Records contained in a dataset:
______

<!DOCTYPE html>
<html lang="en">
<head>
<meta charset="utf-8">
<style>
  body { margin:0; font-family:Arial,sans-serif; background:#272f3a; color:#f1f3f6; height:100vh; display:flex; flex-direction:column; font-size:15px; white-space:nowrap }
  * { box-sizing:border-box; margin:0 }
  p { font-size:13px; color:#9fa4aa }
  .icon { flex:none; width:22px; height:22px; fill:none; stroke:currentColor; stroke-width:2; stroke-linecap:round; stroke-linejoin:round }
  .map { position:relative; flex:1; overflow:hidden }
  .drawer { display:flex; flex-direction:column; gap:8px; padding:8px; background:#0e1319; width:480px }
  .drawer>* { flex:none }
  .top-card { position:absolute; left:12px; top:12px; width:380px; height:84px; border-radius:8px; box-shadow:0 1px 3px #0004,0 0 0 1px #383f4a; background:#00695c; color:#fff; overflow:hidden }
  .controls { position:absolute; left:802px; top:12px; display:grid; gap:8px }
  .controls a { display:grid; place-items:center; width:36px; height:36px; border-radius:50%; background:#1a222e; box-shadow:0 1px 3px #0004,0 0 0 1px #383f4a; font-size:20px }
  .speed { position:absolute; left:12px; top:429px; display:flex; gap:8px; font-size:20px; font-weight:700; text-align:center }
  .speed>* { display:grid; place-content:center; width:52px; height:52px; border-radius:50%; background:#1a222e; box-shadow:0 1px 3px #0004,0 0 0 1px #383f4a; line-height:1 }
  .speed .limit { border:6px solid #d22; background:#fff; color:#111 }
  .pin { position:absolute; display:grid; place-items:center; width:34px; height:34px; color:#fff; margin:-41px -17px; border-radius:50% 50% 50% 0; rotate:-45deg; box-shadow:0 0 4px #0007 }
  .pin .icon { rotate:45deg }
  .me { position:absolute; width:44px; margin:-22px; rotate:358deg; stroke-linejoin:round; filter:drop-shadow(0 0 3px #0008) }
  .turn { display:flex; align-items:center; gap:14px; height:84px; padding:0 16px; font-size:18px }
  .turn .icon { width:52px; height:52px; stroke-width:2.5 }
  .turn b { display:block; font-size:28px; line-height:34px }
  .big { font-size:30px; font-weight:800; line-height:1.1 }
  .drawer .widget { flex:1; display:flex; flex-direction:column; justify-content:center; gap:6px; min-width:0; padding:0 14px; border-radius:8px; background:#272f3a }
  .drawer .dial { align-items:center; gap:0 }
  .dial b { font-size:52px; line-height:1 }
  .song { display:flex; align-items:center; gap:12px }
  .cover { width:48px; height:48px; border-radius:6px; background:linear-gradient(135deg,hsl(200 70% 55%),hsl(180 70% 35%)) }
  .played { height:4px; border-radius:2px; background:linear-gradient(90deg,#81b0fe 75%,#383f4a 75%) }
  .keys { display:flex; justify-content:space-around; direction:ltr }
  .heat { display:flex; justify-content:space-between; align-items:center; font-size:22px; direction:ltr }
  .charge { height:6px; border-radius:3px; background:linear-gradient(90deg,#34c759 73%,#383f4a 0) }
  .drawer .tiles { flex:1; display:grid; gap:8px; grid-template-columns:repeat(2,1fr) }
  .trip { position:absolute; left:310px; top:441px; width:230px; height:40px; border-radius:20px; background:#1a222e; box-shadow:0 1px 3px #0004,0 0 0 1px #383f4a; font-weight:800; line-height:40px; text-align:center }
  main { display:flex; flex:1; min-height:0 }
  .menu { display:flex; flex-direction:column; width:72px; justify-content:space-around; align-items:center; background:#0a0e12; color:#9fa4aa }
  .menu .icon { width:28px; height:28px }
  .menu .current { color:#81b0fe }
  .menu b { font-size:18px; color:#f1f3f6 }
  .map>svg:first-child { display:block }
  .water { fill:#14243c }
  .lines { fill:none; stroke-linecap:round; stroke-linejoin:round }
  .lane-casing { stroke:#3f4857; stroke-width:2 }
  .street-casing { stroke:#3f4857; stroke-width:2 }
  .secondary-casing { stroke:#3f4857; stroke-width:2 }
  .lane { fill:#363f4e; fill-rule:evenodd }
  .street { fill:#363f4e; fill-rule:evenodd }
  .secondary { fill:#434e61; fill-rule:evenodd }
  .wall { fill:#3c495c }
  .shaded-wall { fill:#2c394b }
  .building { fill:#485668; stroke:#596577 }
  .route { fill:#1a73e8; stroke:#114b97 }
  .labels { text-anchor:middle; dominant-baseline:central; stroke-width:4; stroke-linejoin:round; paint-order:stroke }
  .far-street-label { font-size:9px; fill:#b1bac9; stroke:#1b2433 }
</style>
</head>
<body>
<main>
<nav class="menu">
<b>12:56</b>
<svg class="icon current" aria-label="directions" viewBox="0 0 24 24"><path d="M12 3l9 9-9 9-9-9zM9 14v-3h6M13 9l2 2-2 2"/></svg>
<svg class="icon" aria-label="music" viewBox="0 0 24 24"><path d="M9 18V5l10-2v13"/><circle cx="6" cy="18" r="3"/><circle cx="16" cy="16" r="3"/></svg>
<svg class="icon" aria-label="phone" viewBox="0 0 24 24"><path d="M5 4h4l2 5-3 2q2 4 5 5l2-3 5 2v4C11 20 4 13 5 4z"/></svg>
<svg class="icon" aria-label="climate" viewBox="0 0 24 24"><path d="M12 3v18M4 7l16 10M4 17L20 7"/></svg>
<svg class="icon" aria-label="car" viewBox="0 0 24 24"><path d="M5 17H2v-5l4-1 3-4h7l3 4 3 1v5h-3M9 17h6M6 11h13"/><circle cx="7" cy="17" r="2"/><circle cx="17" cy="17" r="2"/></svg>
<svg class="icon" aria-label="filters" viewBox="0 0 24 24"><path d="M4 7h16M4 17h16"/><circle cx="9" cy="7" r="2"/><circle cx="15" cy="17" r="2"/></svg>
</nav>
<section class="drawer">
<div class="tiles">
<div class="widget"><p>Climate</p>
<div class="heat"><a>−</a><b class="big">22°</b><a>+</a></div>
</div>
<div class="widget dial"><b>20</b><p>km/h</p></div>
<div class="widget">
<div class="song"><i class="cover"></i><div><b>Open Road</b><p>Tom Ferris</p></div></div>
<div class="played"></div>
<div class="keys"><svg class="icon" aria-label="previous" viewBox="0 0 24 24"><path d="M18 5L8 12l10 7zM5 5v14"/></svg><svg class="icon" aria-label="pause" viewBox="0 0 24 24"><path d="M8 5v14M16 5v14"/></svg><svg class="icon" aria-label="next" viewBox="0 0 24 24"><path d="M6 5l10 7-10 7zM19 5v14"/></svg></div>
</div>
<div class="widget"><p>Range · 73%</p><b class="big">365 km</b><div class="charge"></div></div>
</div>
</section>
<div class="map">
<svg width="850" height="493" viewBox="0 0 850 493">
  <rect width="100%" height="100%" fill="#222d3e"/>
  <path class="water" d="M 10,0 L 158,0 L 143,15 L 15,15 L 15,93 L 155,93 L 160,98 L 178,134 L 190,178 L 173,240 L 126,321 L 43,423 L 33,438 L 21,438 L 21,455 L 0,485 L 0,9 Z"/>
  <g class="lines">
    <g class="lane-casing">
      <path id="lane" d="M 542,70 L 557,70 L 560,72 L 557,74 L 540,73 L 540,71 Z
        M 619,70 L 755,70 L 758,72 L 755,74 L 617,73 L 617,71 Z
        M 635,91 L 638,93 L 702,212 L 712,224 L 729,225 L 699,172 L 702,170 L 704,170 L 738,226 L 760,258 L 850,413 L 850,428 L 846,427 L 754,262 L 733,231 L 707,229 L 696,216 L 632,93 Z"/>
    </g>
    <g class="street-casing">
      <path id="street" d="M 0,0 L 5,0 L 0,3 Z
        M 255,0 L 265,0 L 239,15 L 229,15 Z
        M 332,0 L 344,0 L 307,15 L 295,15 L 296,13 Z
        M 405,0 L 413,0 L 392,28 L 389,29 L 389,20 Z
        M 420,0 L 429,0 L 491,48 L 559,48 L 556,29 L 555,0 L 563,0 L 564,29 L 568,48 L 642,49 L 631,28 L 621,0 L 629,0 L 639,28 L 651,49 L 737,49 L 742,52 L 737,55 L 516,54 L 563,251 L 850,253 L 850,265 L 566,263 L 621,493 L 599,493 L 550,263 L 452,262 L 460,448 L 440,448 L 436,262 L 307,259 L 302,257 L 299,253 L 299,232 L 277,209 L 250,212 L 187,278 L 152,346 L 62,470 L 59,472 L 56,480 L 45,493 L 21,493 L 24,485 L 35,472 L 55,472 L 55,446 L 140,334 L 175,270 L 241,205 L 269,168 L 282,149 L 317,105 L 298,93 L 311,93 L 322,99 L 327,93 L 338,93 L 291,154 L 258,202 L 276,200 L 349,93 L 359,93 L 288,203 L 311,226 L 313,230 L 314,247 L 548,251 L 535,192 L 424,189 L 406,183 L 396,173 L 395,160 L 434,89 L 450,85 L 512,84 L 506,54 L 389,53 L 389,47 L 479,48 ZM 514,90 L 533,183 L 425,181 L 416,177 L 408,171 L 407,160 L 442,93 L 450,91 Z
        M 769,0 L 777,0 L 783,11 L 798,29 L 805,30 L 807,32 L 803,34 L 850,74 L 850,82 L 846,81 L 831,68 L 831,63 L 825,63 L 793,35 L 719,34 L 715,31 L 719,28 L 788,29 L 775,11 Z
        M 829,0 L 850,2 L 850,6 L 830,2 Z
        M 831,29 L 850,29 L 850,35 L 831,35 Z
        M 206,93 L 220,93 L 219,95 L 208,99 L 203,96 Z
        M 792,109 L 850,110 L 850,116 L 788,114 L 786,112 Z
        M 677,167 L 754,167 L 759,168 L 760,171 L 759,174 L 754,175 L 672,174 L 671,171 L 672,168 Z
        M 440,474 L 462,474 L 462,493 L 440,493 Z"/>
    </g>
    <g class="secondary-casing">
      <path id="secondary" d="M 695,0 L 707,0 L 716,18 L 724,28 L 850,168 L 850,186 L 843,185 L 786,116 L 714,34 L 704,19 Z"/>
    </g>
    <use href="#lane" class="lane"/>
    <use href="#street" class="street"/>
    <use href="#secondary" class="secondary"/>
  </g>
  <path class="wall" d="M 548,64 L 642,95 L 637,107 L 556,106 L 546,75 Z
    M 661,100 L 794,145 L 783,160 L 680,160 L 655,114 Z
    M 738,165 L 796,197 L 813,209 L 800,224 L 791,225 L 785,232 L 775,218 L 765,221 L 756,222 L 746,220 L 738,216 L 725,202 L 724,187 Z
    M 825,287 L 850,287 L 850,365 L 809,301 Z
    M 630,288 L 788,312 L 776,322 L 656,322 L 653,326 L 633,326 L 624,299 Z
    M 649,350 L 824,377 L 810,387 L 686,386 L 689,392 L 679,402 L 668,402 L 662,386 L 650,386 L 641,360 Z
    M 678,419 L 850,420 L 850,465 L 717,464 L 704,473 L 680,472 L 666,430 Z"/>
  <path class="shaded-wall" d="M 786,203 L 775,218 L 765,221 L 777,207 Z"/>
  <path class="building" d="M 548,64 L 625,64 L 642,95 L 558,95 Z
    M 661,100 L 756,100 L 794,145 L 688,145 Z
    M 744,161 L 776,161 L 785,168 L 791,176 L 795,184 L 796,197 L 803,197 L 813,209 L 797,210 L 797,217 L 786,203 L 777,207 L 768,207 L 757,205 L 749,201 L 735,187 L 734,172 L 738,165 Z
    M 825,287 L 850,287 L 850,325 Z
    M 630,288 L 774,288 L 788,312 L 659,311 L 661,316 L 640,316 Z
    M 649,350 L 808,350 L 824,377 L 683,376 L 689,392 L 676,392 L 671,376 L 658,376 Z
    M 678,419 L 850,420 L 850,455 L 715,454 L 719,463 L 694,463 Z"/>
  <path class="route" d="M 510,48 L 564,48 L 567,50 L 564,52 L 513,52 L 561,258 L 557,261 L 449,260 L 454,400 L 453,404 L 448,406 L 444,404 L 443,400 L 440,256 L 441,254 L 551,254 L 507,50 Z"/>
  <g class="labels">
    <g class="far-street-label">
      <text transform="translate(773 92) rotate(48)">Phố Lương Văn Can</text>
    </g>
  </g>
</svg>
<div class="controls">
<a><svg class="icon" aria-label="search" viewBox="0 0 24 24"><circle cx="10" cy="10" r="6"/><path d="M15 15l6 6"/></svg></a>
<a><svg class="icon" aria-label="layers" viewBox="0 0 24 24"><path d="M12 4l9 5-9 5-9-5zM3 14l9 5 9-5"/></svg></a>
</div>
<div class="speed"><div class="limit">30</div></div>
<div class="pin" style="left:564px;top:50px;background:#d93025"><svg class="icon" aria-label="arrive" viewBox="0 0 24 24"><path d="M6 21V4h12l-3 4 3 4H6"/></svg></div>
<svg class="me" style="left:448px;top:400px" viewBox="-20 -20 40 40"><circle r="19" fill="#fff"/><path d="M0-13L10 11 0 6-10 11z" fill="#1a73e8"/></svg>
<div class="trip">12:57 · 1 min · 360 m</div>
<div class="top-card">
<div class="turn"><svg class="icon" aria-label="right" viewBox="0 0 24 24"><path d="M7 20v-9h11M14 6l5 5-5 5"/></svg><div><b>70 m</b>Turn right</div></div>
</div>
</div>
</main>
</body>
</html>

______

__Task instructions__
Each line above with the word "none" needs to be copied.

__Your response__
  .icon { flex:none; width:22px; height:22px; fill:none; stroke:currentColor; stroke-width:2; stroke-linecap:round; stroke-linejoin:round }
  .drawer>* { flex:none }
  .lines { fill:none; stroke-linecap:round; stroke-linejoin:round }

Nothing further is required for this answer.